MP: Do you think that a sense of community possible within a high-rise?


PT&TM: With high-rise living meaning that we are living closer than ever before, the unfortunate irony is that we are living evermore separate lives, with many of us not even knowing the name of our neighbours. With the design of high-rise blocks not promoting a natural convene of residents, a sense of community is left almost solely to residents to pursue if it is something they desire. The big question is: do people today really want to be part of a community? In recent years there have been initiatives looking to instigate neighbourhood revival to rebuild aspects that have been lost in urbanisation: a sense of belonging, trust and protection associated with a small society. Needs, emotions and activities that until now have taken place within the home are moving outside of it, extending the home in the process.

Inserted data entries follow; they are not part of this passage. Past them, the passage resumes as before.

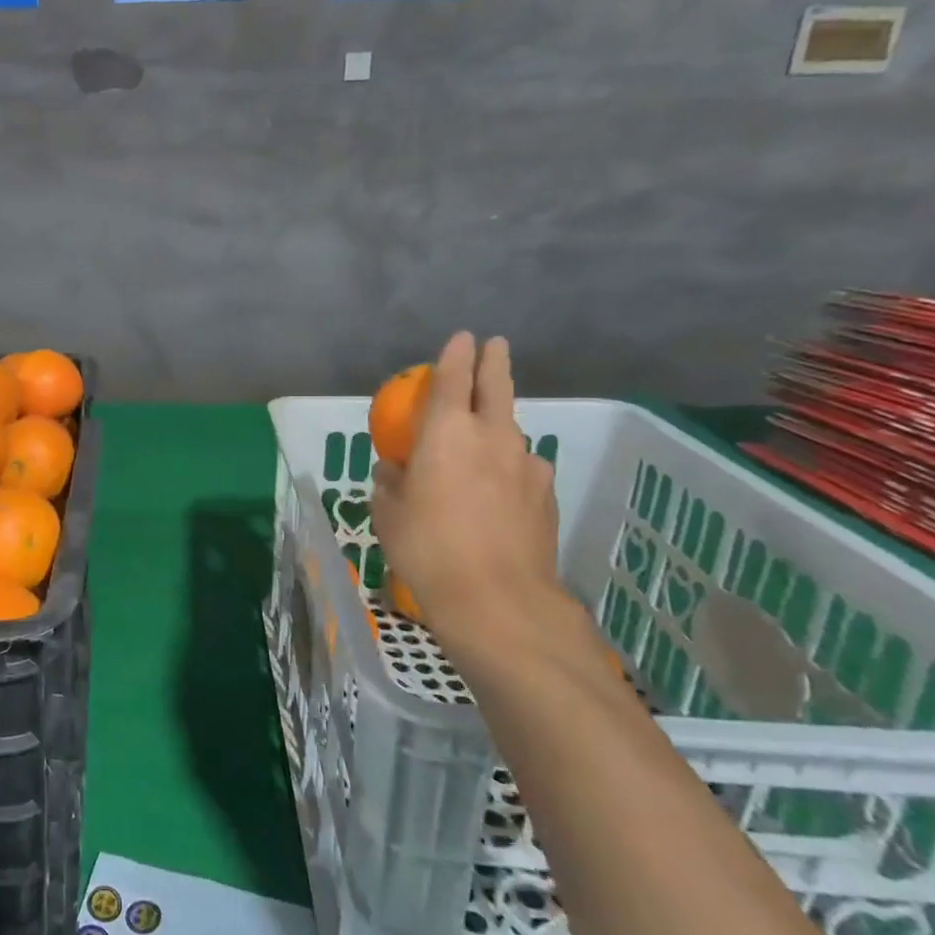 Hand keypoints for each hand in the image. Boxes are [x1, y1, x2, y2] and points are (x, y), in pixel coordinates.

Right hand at [371, 333, 565, 663]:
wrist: (497, 598)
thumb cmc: (426, 547)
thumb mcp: (388, 513)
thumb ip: (391, 481)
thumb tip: (396, 470)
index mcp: (446, 433)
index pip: (452, 378)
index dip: (455, 354)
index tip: (462, 336)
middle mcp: (492, 436)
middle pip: (496, 387)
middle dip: (494, 362)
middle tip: (495, 346)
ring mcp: (526, 464)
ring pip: (511, 431)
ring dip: (498, 425)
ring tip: (483, 442)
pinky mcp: (546, 493)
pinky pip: (521, 468)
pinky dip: (508, 468)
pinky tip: (496, 494) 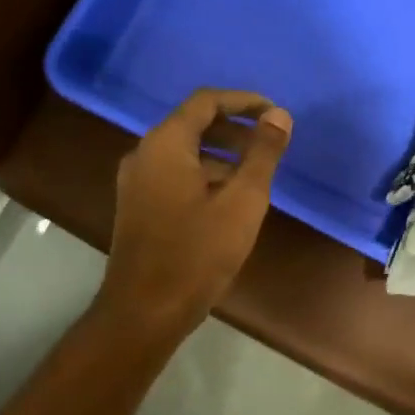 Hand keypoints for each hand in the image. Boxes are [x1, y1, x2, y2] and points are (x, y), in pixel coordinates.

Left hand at [97, 89, 293, 338]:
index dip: (243, 102)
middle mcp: (144, 154)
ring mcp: (136, 181)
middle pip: (193, 124)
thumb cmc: (197, 253)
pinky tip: (229, 199)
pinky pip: (174, 173)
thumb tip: (279, 116)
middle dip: (234, 128)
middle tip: (269, 143)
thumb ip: (263, 154)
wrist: (144, 312)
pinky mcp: (137, 205)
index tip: (274, 114)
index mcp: (165, 144)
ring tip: (256, 173)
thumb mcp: (242, 202)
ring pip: (184, 151)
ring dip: (221, 153)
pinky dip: (204, 173)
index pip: (206, 102) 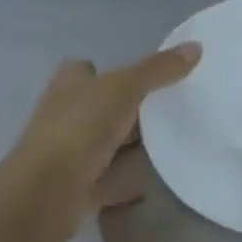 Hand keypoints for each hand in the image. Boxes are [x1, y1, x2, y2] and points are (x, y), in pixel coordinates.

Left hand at [0, 43, 200, 241]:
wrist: (44, 194)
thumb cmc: (79, 128)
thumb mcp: (124, 88)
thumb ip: (158, 69)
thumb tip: (196, 46)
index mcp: (70, 83)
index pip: (89, 69)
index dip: (112, 71)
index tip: (147, 79)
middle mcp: (66, 113)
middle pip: (103, 107)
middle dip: (130, 110)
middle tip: (170, 110)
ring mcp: (70, 153)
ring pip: (107, 144)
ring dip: (131, 147)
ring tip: (171, 144)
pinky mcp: (77, 187)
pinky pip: (110, 179)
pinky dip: (128, 180)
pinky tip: (153, 181) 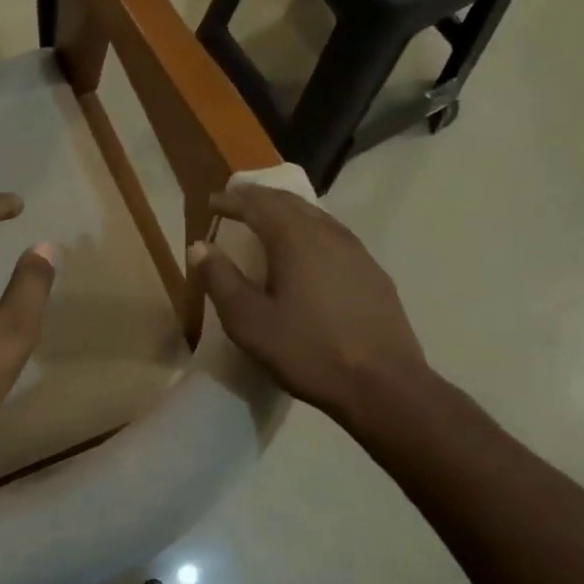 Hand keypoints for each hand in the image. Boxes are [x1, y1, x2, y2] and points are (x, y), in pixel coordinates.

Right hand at [190, 186, 428, 426]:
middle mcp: (328, 233)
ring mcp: (356, 251)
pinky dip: (308, 232)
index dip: (232, 200)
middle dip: (259, 198)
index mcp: (296, 239)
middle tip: (235, 203)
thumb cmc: (308, 351)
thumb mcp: (249, 321)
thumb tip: (200, 247)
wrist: (383, 384)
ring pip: (315, 216)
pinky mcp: (372, 272)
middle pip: (289, 202)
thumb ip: (221, 280)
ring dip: (285, 212)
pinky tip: (305, 253)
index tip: (211, 202)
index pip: (258, 204)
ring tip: (266, 223)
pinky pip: (333, 236) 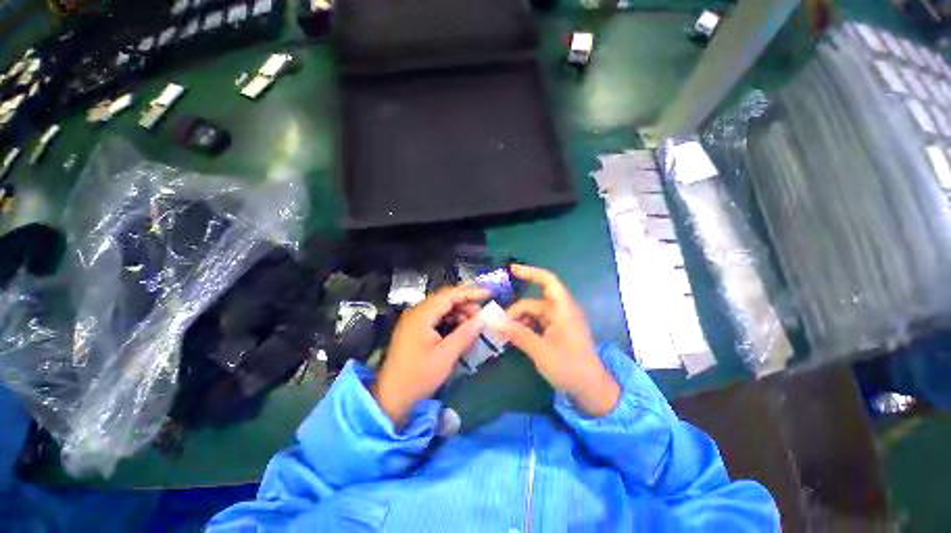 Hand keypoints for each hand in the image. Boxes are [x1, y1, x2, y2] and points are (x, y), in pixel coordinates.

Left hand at [373, 286, 488, 426]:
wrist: (391, 397)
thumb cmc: (418, 376)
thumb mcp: (446, 356)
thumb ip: (465, 334)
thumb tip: (482, 319)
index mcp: (422, 315)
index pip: (449, 294)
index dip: (470, 292)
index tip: (488, 294)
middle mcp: (416, 312)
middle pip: (445, 299)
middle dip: (465, 303)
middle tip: (482, 314)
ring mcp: (414, 320)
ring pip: (441, 308)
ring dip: (458, 312)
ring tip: (473, 323)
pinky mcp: (414, 329)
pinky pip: (435, 317)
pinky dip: (450, 320)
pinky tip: (460, 329)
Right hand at [503, 264, 619, 417]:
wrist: (591, 390)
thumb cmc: (569, 367)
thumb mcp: (540, 351)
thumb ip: (518, 334)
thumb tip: (496, 323)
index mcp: (563, 309)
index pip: (548, 281)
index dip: (530, 272)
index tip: (512, 270)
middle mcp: (562, 312)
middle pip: (534, 303)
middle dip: (516, 312)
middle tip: (499, 326)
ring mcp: (560, 322)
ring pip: (534, 314)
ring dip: (519, 322)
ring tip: (505, 335)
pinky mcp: (558, 332)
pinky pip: (538, 324)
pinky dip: (526, 328)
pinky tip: (515, 338) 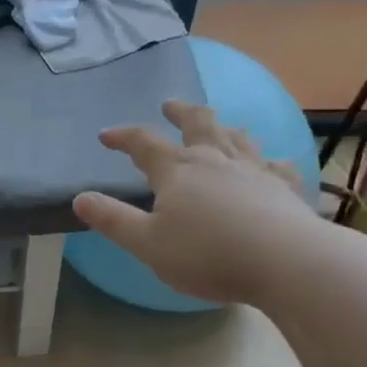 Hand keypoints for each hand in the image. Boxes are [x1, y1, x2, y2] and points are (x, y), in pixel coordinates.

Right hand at [74, 100, 310, 304]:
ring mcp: (254, 169)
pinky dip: (270, 160)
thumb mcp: (147, 244)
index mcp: (177, 170)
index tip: (106, 135)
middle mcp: (214, 159)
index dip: (122, 136)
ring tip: (218, 126)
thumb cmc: (208, 255)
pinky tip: (273, 163)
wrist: (285, 261)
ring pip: (236, 137)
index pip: (143, 143)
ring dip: (222, 127)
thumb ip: (113, 220)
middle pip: (196, 123)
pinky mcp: (284, 187)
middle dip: (180, 112)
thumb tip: (80, 198)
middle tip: (170, 105)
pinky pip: (277, 165) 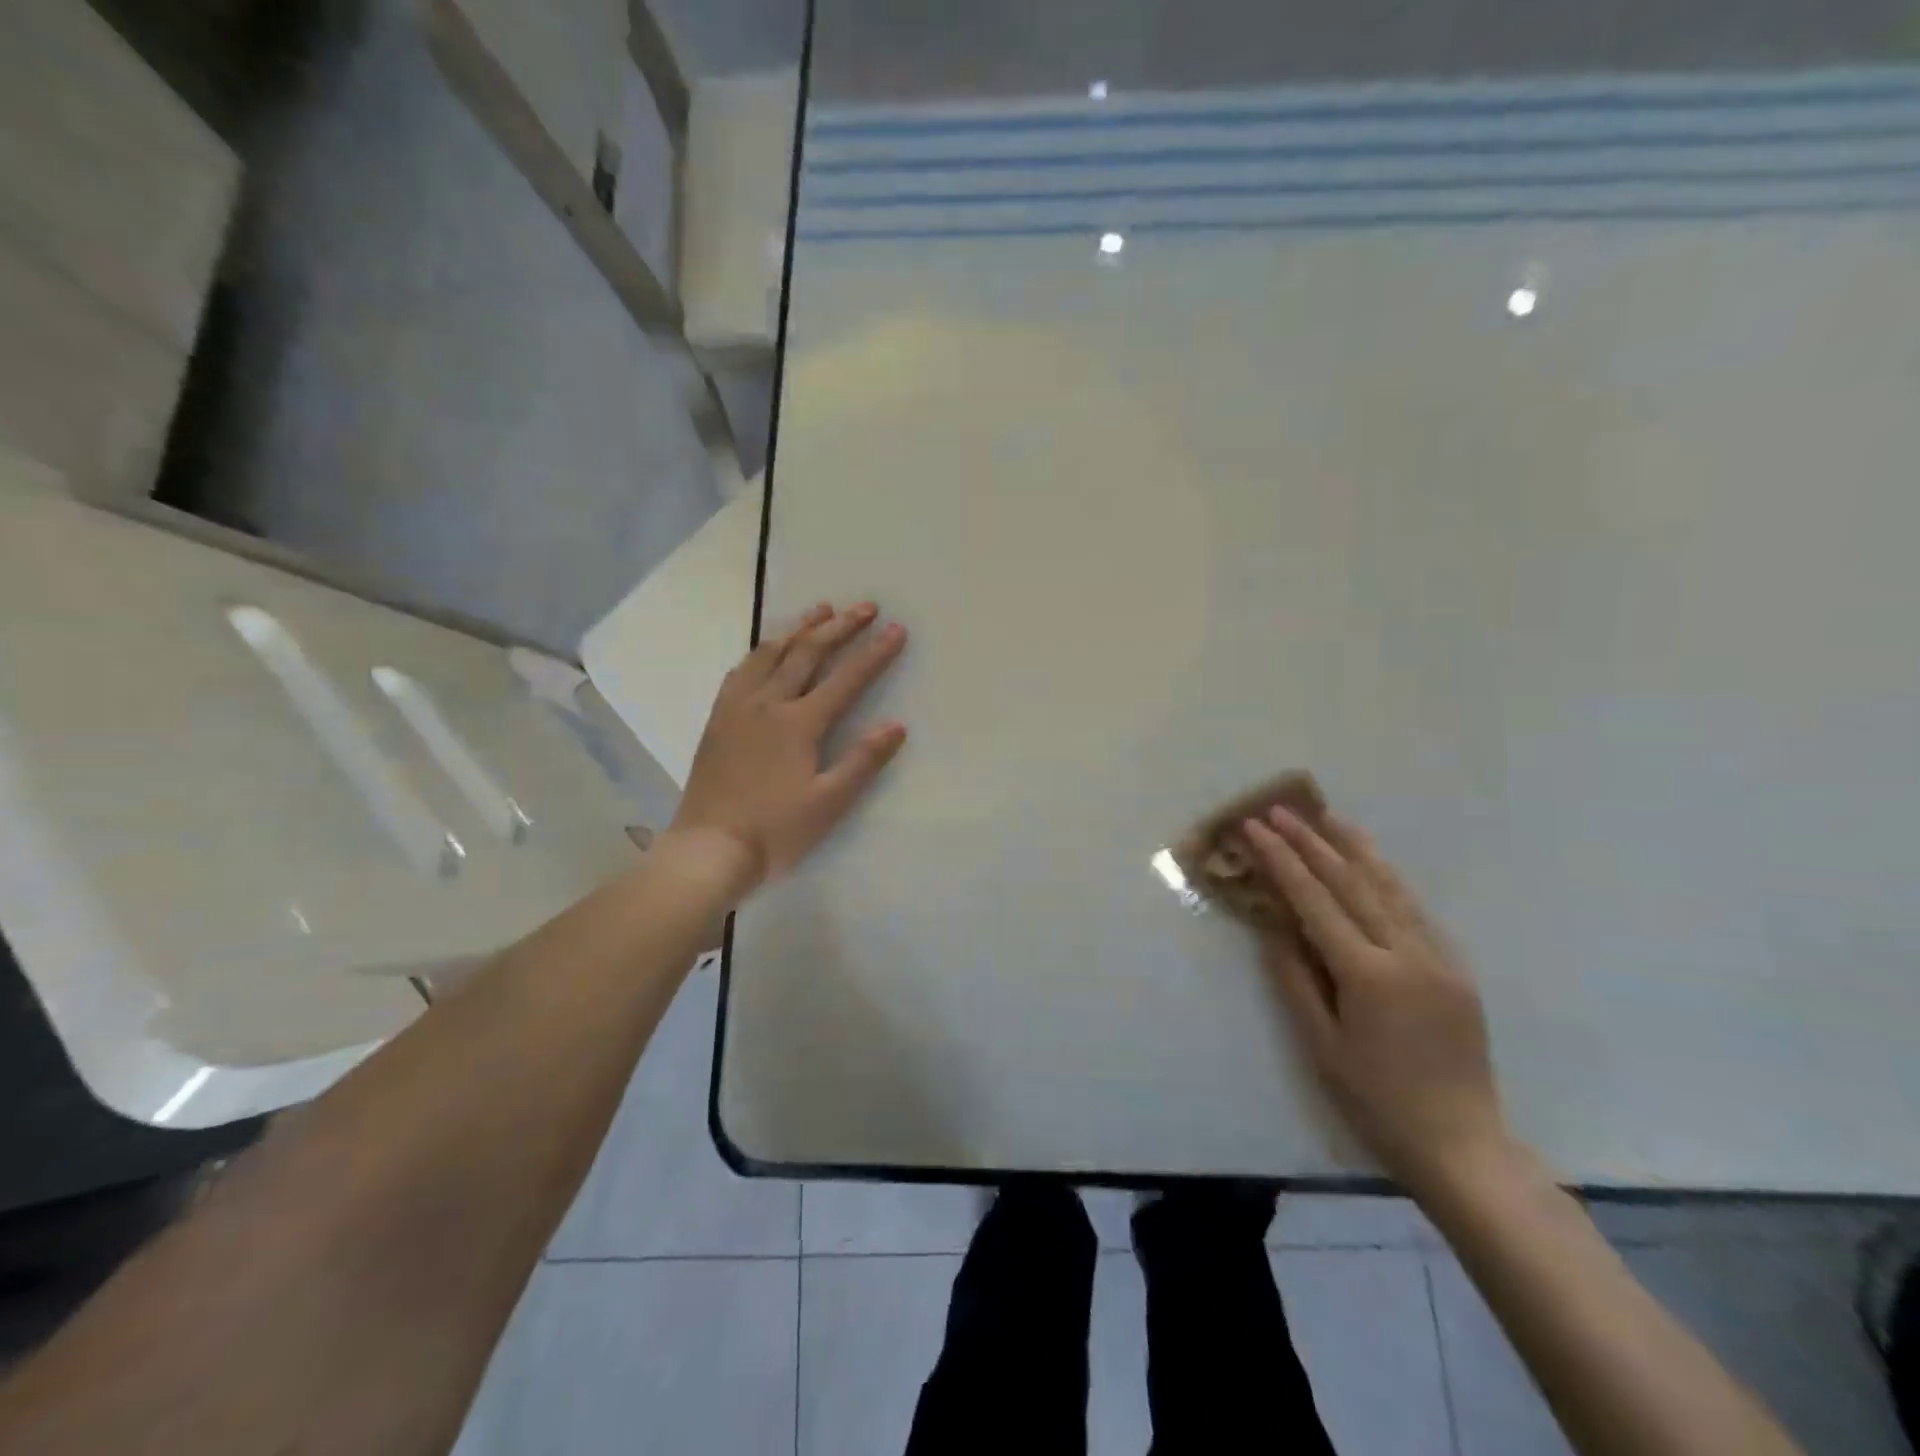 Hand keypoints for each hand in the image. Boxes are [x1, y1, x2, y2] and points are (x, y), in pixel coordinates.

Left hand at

Claiming public spaces as our own private ones gives us access to the city for more people. So therefore high-rise living may not promote a sense of community, through its design, but with a large number of residents living so close together, it does provide the platform/opportunity for the creation of strong communities, though its the lack of initiation that means a degree of separation remains between residents in tower blocks.


Image courtesy of Panos Tzortzopoulos and Tom Morgan

MP: Could you explain the concept of ‘Hub Planning’?


PT&TM: Hub Planning is effectively neighbourhood planning at a human scale, directed by residents themselves. To be parked outside of/on construction/meanwhile sites, to draw attention to the spaces of change. In these spaces, the ‘Hub’ would present and give handouts regarding communal information to those in attendance as well as offering residents to take part in ‘Hub Planning’.


Residents are to share disposable cameras with neighbours and document spaces they feel to be redundant or under-utilised in the vicinity of the new development at which the hub is located. This first hand research will be collated when the Hub returns to the space, at which time a resident committee can then present their proposals for selected redundant spaces to the local council, developers and the neighbourhood planning forum.



MP: Do you think that your ideas about ‘Hub Planning’ are transferable to other contexts outside of the Isle of Dogs, and even outside of London?


PT&TM: For us, it was one of our main aims for this project to create a system that would be not only functional in the Isle of Dogs but transferable to areas inside and outside the UK. We see the method of Hub Planning to be applicable in any location that is to see large scale development. The research we have conducted could easily be applied to different locations. The mapping of communal/public assets is something that seems to be severely lacking, and old and new cities could benefit greatly from. Allowing residents to have better access to this information and then allow them the opportunity of directing actual change of even the smallest of spaces will give back populations genuine ownership of their local vicinity.


You can watch What is Community? here:


Over my time at Goldsmiths, I have come to find that my practice revolves around photographic documentation of the material environment and specific human interactions within. It is only in doing this over a period of time, in similar though differing situations, that opportunities in which to design come to light. Once certain opportunities are made clear, conversations with individuals and groups that are effected or affect said situations allows for an integral understanding of what exists and why, whilst uncovering possibilities as to what could be if change were to be implemented.



I like to think that the built environment, in all of its complexity, is a creation of humans. A vibrant composition consisting not only of physical forms – buildings, streets and infrastructure – but also the users and the people that interact within those spaces. It is the idea that people and the built environment become inseparable. As a designer I like to seek for new methodologies of looking at this aspect while recording the built environment and seek for design opportunities within it. The question that I am trying to explore is how our behaviour as humans is shaped based on the architecture and the purpose of a building or an interior serves.